Splenic abscesses presenting as fever of unknown origin is well known. Most of the cases of TB spleen present as fever, vague ache in left hypochondrium or weight loss. Although the frequency of splenic tuberculosis is more common in immunosuppressed patients but splenic abscess due to tuberculosis has been described in immune competent patients as well1. Due to the advent of AIDS epidemic prevalence of tuberculosis has increased globally and more cases are now getting reported. Another scenario leading to increased frequency of this previously rare entity is the widespread use of immunosuppressed therapies for chronic disorders like Rheumatoid arthritis, Crohn's disease Psoriasis etc. The index cases were neither HIV positive nor where on any immunosuppressant medication but developed splenic lesions, reflecting some other hitherto unknown predisposing factor for such lesions. The splenic abscess does occur in the setting of infective endocarditis as infective emboli get lodged in the spleen. Splenic abscess following endocarditis in an 80 year old male presenting with abdominal pain during the course of treatment was reported by Pereira et al2 and in another series3 of 3 patients with bacterial endocarditis, splenic abscess was diagnosed based on CT abdomen with evidence of endocarditis on Echocardiography. In the same series two of the patients underwent splenectomy before valve repair while as splenectomy was performed after the valve repair in the other patient .The echocardiogram in index cases, however, were normal without any evidence of endocarditis. After the diagnosis and initiation of ATT, the index cases became afebrile and splenectomy was thus averted . While one of the cases had well controlled diabetes mellitus but the other patient was euglycemic and had no other known risk factor for splenic tuberculosis as is described in the literature. What lead to splenic tuberculosis in the second case remained unidentified? .There is a well known linkage between diabetes mellitus and TB and as per WHO a bidirectional screening has been recommended. Sri Lankan data4 on 112 patients with TB found that 8 patients with TB already were already known cases of diabetes mellitus and in their study further screening unravelled TB in another 17 patients. It is thought that metabolic adaptation is critical during the pathogenesis of mycobacterium tuberculosis5,6..

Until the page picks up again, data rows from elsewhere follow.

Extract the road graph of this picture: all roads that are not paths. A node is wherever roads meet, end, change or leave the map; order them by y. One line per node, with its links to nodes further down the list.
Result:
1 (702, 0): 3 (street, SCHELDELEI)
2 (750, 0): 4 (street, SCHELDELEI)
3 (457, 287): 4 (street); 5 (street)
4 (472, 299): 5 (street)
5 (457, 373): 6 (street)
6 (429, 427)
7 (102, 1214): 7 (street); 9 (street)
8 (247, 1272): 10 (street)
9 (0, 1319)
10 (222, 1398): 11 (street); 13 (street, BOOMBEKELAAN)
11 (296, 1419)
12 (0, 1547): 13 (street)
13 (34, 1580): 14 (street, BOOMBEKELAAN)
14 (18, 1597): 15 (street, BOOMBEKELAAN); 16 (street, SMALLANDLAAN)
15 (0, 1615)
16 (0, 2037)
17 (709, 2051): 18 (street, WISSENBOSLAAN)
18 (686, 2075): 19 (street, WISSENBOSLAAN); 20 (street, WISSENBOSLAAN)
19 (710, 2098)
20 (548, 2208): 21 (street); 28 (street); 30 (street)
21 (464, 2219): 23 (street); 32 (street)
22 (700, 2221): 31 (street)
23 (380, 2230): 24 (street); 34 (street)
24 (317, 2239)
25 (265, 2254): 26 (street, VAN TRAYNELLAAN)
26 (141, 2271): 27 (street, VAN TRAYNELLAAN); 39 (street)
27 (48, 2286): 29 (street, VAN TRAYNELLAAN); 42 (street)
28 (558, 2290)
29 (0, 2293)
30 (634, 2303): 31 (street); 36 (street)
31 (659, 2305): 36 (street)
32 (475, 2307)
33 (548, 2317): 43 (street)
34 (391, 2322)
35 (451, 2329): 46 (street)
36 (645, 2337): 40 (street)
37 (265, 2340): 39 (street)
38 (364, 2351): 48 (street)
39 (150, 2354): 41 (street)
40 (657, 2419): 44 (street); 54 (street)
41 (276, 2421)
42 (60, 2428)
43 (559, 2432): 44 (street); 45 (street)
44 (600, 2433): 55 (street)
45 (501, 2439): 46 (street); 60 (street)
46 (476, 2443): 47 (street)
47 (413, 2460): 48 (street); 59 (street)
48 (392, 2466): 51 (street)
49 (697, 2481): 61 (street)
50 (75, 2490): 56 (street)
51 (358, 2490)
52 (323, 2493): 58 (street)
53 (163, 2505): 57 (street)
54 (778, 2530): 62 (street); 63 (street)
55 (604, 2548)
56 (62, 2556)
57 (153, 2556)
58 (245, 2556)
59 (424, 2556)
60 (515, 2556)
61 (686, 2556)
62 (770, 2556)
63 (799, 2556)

In time management of tubercular abscess is very crucial as without treatment patients can have complicated clinical course.Splenic abscess can rarely rupture or lead to fistulous communication with adjacent organs. A gastrosplenic fistula has been reported by Lee et al7 in a 61-year-old male presenting with abdominal discomfort and cough. The authors demonstrated a fistulous tract between the spleen and the stomach on endoscopic examination. The fistulous track healed in their case after completion of anti-tubercular treatment. It is quite possible that delay in diagnosis may be a factor that leads to such complications. The index cases, however, had favourable outcome without any complications and successfully completed anti-tubercular treatment.

The other side of the coin is that complications are even known during the antitubercular treatment as a result of reaction to antitubercular treatment. Spontaneous rupture during treatment leading to splenectomy was reported by et Yea et al8 .Splenic tubercular abscess are known to be associated with miliary tuberculosis or with haematological diseases where leucopenia and thrombocytopenia are profound9.The index cases had normal platelet count and leucocytic count highlighting that there was neither bone marrow suppression nor hypersplenism. The patients with ITP on treatment are also prone to develop Tuberculosis of spleen and conversely, patients with TB spleen can per se develop thrombocytopenia.

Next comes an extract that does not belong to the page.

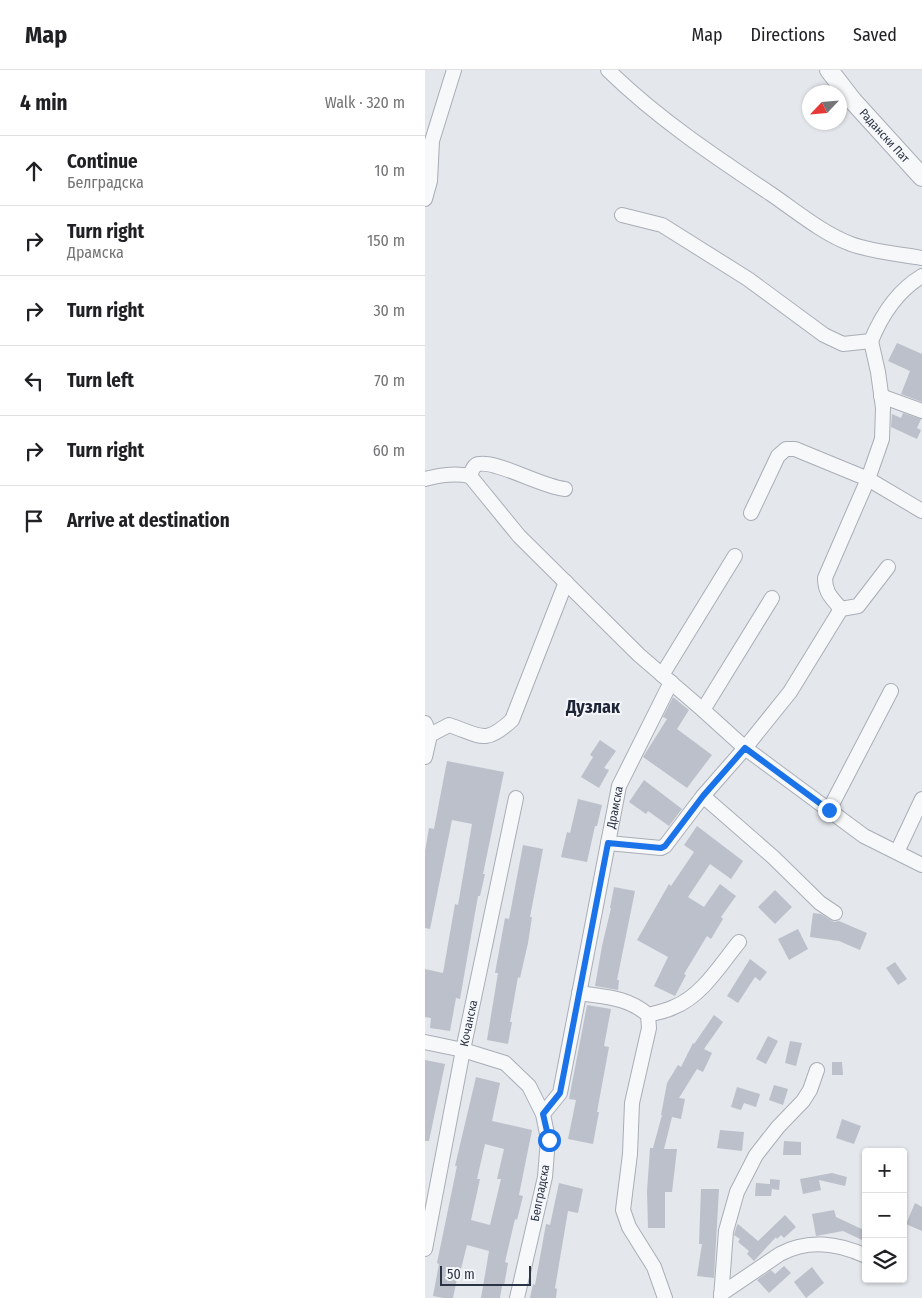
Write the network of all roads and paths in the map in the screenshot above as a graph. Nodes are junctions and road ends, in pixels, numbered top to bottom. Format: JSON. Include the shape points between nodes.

The management of splenic abscess used to be splenectomy in the past but with the advent of FNAC splenectomy is avoided . Here a word of caution is that various other lesions in spleen can mimick splenic TB hence it is very important to confirm the disease especially in endemic areas where TB is prevalent. Kunnathuparambil et al10 described melioidosis in a 47 year old male who was treated as case of splenic tuberculosis based on splenic lesions on imaging and fever. The diagnosis of splenic tuberculosis in past was mainly reached after histological examination of surgical specimens but now fine needle aspiration has become the procedure of choice. Spleen being highly vascular organ bleeding is the most feared complication of any intervention but fine needle aspiration has been found to be technically safe and in a retrospective data no significant complication was observed11 .With the advent of non-invasive biomarkers diagnosis of tuberculosis has advanced further and a step further is Quantiferon Gold test which has come up another non-invasive modality in the diagnosis of TB. In various studies12, the sensitivity of this test to the tune of 75% has been demonstrated.

While treating an HIV patient the clinician requires high alert in patients presenting with pain abdomen as the splenic abscess is one of the differentials and it is recommended that initial ultrasound must be carried out to diagnose this condition13. In modern era ,Splenectomy may be offered only to resistant cases otherwise ATT is considered to be the therapy of choice.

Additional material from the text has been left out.